Konya, one of Anatolia's most popular cities for tourism, holds the key to the fine arts, Rumi's poetry, whirling dervishes and a magnificent history
Istanbul (Daily Sabah) - Renowned for its turquoise tiles and whirling dervishes Konya is the conservative city that lies in the heart of Anatolia's wild plains which is surrounded by mighty mountains. To the eyes of a newcomer the people of Konya may seem as plain as the ones surrounding them but don't be mistaken by the lowered gaze of women and humble words of respectful men, Konya is a city with heart and soul. With roots that go back further than the Ottoman Empire the history can be breathed in with the air, touched with the cobblestones. But history is not all that Konya is.
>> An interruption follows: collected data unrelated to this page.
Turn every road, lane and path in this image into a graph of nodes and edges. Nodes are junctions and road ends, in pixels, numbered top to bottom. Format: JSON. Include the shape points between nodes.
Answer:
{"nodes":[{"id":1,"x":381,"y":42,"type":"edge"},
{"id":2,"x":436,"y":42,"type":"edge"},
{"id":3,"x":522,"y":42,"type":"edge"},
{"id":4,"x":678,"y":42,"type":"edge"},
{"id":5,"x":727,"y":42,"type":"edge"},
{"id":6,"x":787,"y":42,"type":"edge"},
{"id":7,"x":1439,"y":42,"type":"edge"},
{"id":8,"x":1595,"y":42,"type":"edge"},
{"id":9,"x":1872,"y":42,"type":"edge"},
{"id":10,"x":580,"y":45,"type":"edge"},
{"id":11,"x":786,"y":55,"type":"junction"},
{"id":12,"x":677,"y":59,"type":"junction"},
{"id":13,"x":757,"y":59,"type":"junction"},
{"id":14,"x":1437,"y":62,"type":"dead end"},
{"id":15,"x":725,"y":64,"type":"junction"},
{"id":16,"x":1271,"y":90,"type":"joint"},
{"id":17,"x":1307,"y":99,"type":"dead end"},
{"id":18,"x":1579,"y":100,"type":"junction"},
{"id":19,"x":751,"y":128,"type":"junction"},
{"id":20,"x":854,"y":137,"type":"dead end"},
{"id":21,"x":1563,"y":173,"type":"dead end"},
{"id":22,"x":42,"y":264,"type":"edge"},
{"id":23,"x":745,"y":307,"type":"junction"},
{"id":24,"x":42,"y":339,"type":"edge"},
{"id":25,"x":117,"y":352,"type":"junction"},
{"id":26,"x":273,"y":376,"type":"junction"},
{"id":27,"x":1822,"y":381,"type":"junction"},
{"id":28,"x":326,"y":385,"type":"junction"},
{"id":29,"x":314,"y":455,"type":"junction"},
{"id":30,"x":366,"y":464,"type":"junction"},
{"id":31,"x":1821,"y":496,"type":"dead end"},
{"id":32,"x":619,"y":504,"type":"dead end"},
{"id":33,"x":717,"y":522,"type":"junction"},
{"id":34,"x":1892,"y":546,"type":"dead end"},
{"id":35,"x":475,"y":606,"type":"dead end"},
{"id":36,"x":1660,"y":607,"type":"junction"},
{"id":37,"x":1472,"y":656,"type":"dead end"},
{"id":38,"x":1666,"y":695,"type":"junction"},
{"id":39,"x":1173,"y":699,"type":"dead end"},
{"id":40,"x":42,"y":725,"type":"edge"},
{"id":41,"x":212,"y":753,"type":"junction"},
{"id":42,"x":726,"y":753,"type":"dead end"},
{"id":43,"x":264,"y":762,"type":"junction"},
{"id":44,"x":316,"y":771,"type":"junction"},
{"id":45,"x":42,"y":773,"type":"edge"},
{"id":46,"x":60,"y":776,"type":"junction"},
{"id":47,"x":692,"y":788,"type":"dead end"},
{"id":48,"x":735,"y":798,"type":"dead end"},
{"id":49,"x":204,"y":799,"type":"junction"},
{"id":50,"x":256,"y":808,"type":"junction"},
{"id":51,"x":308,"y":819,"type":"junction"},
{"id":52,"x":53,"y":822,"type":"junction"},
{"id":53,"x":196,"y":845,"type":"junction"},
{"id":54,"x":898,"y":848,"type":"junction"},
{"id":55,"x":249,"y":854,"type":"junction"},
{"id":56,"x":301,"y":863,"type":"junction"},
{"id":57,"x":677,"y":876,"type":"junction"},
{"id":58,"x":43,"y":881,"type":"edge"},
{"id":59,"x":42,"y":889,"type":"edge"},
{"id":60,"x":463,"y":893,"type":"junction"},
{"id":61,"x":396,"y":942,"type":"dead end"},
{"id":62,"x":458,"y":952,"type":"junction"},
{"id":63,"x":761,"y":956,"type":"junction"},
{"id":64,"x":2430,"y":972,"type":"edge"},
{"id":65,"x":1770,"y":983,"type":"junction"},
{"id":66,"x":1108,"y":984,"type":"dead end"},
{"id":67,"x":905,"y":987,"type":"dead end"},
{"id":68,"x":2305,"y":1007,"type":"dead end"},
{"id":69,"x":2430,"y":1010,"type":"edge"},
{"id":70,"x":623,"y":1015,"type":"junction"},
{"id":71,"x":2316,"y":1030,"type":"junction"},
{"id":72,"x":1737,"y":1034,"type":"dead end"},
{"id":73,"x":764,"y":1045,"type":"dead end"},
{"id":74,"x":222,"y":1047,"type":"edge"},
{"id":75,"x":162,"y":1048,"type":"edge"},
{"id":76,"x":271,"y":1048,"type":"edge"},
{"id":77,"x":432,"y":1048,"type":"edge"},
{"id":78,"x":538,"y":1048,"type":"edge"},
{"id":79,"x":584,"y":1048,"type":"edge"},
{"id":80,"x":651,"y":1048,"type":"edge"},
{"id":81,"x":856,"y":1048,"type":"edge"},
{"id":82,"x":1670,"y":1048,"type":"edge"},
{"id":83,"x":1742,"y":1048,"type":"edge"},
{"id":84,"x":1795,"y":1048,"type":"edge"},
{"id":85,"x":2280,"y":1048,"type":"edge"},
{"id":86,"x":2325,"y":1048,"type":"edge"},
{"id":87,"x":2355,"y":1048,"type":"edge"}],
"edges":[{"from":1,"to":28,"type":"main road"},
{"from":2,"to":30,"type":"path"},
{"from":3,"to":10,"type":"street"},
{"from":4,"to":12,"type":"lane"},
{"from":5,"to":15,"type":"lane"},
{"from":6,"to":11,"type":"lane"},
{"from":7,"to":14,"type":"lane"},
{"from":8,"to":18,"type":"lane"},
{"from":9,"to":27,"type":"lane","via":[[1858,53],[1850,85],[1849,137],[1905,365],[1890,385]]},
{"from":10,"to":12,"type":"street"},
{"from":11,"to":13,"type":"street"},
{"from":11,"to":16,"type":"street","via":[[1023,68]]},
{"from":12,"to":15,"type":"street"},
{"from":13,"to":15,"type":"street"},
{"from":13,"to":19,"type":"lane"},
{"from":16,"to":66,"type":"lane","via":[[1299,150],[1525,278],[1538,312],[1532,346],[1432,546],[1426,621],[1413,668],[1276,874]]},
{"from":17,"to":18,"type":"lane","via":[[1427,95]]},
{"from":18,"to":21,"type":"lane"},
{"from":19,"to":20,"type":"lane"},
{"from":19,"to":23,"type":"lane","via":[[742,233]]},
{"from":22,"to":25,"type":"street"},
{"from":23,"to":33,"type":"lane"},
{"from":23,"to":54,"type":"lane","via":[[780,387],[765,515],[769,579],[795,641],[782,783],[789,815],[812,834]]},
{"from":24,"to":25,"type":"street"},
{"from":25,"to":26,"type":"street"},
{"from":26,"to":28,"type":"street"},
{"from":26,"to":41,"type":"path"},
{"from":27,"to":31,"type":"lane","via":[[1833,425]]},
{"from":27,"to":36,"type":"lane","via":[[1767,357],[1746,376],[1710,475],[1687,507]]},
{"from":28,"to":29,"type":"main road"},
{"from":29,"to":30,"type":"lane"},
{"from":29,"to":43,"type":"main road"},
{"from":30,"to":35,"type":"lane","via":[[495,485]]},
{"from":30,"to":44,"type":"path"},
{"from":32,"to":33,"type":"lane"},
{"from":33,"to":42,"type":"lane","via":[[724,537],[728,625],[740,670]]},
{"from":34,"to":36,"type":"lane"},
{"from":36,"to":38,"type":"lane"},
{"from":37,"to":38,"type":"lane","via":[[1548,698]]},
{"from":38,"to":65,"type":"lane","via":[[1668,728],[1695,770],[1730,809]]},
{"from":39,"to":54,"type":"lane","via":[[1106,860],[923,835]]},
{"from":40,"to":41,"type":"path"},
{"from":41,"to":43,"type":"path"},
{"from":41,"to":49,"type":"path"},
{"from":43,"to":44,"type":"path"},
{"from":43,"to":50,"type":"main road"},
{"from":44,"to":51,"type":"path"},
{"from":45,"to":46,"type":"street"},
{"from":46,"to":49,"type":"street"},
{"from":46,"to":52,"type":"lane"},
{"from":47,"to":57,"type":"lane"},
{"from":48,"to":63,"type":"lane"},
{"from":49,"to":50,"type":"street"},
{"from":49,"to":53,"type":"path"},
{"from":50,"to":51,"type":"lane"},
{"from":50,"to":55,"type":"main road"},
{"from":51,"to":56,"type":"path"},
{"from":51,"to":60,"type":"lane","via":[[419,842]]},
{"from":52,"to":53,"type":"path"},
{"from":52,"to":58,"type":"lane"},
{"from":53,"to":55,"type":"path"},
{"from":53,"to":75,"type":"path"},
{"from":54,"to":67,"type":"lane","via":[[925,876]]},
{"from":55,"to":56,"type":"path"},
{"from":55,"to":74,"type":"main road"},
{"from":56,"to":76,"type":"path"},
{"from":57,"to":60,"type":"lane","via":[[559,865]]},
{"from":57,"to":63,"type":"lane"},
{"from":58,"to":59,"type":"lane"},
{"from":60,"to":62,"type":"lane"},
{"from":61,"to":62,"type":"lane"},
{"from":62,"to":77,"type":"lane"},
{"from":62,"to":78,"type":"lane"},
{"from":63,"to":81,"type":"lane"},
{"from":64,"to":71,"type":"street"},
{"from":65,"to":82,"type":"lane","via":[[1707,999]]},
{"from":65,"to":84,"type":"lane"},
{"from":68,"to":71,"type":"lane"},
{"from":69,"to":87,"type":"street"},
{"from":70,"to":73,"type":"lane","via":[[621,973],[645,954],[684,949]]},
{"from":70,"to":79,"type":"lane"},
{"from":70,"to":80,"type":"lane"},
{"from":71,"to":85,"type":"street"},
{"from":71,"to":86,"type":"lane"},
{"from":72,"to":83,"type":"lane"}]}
A strong industry and vast agricultural fields also make this city paramount to Turkey.
Being the final resting place to eight Sultans of Seljuk Sultanate of Rum the mausoleum and the mosque itself served many years as the "Mosque of the Throne". The mosque itself was originally a basilica that converted to a mosque after the conquest of the city. But many figures of the building added later on. Additions and alterations didn't end with Seljuk Sultanate, Ottomans contributed the marble mihrab, minaret and the eastern door as well. The tomb of the sultans is a perfect example of the Seljuk architecture with its many sides and conic roof.
While the roots of the city are old, recent monuments are also one of Konya's strong points. The Monument of the Martyrs honors the lives lost during the Turkish War of Independence, Korean War and Cyprus Peace Operation. Since its opening at Dec 17 2008, over 2 million people visited the monument. Museum also contains a 3D show which portrays the state Konya was in during the Turkish War of Independence.
It is a customary dance performed within the "Sema", or worship ceremony, through which dervishes (also called semazens) aim to reach the source of all perfection, or kemal. This is sought through abandoning one's nafs, egos or personal desires, by listening to the music, focusing on God, and spinning one's body in repetitive circles, which has been seen as a symbolic imitation of planets in the Solar System orbiting the sun.